▶ [WORK TO BE COMPLETED] Out of the listing below, copy every line that carries the string "points".

▶ [WORKING DATA]

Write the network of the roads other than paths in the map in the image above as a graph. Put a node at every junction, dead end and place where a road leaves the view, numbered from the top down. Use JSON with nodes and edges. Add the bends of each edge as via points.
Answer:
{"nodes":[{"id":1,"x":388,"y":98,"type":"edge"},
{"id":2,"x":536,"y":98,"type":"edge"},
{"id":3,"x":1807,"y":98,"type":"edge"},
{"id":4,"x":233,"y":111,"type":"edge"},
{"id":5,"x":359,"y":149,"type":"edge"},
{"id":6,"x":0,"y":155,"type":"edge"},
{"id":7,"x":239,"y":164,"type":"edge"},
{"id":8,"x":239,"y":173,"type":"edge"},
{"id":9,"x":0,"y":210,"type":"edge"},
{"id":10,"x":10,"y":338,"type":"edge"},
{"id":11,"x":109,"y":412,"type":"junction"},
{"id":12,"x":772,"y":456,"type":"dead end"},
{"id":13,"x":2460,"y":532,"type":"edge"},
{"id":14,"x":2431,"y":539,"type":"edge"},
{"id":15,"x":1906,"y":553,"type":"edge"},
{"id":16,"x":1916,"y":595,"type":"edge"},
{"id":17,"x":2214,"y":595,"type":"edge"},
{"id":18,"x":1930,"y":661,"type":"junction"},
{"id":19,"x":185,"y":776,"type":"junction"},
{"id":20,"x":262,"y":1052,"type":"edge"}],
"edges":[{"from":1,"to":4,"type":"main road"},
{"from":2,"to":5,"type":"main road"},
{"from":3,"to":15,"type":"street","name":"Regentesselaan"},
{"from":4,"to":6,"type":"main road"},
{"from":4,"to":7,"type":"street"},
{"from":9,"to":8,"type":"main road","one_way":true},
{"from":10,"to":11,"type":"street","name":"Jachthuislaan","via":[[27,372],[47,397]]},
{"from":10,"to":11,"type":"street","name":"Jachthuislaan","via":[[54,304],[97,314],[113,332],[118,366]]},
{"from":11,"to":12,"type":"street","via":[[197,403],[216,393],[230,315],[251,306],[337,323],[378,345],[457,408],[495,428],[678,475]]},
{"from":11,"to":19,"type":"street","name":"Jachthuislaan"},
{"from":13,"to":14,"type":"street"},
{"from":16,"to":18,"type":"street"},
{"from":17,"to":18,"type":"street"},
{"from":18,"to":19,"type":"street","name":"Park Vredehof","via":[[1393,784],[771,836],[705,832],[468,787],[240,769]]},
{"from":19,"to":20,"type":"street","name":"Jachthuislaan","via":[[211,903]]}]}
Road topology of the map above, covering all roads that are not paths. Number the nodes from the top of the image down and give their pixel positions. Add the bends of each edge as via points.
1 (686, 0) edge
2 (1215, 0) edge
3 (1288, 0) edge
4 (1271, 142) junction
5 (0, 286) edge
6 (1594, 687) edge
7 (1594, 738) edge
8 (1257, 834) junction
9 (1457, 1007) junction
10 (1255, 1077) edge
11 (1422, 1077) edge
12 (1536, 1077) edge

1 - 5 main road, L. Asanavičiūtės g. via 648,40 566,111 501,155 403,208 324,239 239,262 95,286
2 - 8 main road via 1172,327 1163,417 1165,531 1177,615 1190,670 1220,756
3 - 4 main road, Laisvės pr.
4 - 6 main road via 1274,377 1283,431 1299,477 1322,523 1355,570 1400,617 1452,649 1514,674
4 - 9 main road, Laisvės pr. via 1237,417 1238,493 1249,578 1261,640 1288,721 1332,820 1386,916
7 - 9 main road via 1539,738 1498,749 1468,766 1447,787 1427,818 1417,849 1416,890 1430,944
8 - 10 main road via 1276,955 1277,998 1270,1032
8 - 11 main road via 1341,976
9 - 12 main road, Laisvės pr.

▶ [SOLUTION TO THE PROBLEM]
Write the network of the roads other than paths in the map in the image above as a graph. Put a node at every junction, dead end and place where a road leaves the view, numbered from the top down. Use JSON with nodes and edges. Add the bends of each edge as via points.
Road topology of the map above, covering all roads that are not paths. Number the nodes from the top of the image down and give their pixel positions. Add the bends of each edge as via points.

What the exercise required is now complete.